Sciences

"Pas de déconfinement sans traçage"

Par Louis Daufresne - Publié le 08/05/2020
« Traçage et fichage sont les deux mamelles de la France », se fût peut-être exclamé Sully s’il eût vécu à notre époque. Si nos pâturages sont numériques, les labourages visent à moissonner le champ des data, et des données médicales en particulier. Comme l’eût dit le paysan de La Fontaine, « un trésor est caché dedans », évalué à 1300 mds $ pour ce seul secteur. Les GAFAM le reluquent et des États aussi.

À qui cette crise sanitaire va-t-elle profiter ?

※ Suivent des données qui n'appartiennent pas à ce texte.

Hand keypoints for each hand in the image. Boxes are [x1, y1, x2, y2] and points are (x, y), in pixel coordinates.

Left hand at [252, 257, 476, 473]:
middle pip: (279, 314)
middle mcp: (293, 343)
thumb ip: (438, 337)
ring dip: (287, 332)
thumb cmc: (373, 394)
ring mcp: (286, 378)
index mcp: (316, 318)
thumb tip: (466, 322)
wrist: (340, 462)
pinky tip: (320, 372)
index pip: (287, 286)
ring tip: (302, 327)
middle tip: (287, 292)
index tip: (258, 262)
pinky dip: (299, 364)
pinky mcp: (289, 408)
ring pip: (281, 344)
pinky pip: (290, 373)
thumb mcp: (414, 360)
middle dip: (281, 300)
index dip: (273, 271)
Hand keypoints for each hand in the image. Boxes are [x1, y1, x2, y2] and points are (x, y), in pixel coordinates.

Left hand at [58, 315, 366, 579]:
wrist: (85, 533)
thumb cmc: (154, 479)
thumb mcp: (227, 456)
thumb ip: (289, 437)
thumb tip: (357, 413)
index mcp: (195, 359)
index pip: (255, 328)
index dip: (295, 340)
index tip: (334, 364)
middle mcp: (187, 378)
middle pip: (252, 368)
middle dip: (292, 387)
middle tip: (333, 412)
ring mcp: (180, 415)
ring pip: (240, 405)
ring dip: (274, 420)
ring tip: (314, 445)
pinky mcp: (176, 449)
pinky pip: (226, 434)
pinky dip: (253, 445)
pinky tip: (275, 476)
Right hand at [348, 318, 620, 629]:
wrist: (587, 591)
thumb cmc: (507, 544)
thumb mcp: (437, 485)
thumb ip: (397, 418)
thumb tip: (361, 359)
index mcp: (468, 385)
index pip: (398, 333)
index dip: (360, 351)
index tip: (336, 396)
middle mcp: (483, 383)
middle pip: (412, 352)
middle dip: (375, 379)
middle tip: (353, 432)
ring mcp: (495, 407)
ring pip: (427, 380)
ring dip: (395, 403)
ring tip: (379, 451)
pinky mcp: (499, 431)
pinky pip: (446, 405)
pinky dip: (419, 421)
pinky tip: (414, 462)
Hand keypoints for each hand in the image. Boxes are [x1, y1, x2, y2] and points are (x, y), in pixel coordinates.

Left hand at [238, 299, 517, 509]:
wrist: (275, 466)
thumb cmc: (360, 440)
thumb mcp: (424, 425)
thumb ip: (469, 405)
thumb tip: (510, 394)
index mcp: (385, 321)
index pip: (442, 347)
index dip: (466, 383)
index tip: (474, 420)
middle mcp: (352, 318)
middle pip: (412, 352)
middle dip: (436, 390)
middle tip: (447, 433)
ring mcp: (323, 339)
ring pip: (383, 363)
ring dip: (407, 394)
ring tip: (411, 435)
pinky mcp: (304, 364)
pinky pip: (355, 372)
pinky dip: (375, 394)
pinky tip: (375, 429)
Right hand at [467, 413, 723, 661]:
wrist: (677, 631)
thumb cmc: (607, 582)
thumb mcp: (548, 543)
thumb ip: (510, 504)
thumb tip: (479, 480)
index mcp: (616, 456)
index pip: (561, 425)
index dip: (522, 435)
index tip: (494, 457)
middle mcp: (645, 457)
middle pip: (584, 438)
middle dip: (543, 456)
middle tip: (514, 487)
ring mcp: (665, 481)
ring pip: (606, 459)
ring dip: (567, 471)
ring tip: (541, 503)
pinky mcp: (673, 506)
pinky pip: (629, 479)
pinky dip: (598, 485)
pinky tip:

À ceux qui possèderont l’information que tous les mouchards leur transmettront. « Pas de déconfinement sans traçage », avertit Olivier Véran. Le ministre de la Santé va lancer tout un système, en lien avec l'Assurance maladie, « destiné à identifier des personnes infectées » et « à collecter des informations » sur les personnes en contact avec elles, afin qu'elles s'isolent si besoin. En termes policiers, cela s’appelle « faire l’entourage ». Si toute information rend service, toute technique est réversible et dépend du pouvoir qui la gère : qui va l’exploiter, à quelle fin et combien de temps ? L'exemple chinois invite à réfléchir, comme le montre ce reportage d'Arte sur la vidéosurveillance. Ainsi l’application StopCovid – qui sera lancée le 2 juin – doit prévenir les propriétaires de smartphones ayant côtoyé des malades. Pourquoi pas ? Mais c’est la première fois que le gouvernement se dote d’un outil surveillant les allées et venues. Un outil d’un nouvel-âge : 

Traçage : depuis la vache folle (1996), la novlangue utilise le mot de traçabilité pour rassurer les consommateurs. Ainsi comme des bovins, le téléphone sert d’étiquette d’oreille. Piloté par l'Institut national de recherche en sciences et technologies du numérique (Inria), StopCovid exclut à ce jour tout partenariat avec Apple et Google, dont les systèmes d'exploitation (iOS et Android) équipent la majorité des téléphones en France. À ce jour car l’Allemagne partait avec la même résolution puis se rallia aux géants américains. Qu’en sera-t-il chez nous à terme ? Mystère. Le traçage est aussi limité par le taux d’équipement : un quart des plus de 70 ans, les plus exposés au Covid-19, n’a pas de smartphone… Tous ces obstacles sont provisoires. Ce qui importe, c'est que le traçage s'impose comme une évidence.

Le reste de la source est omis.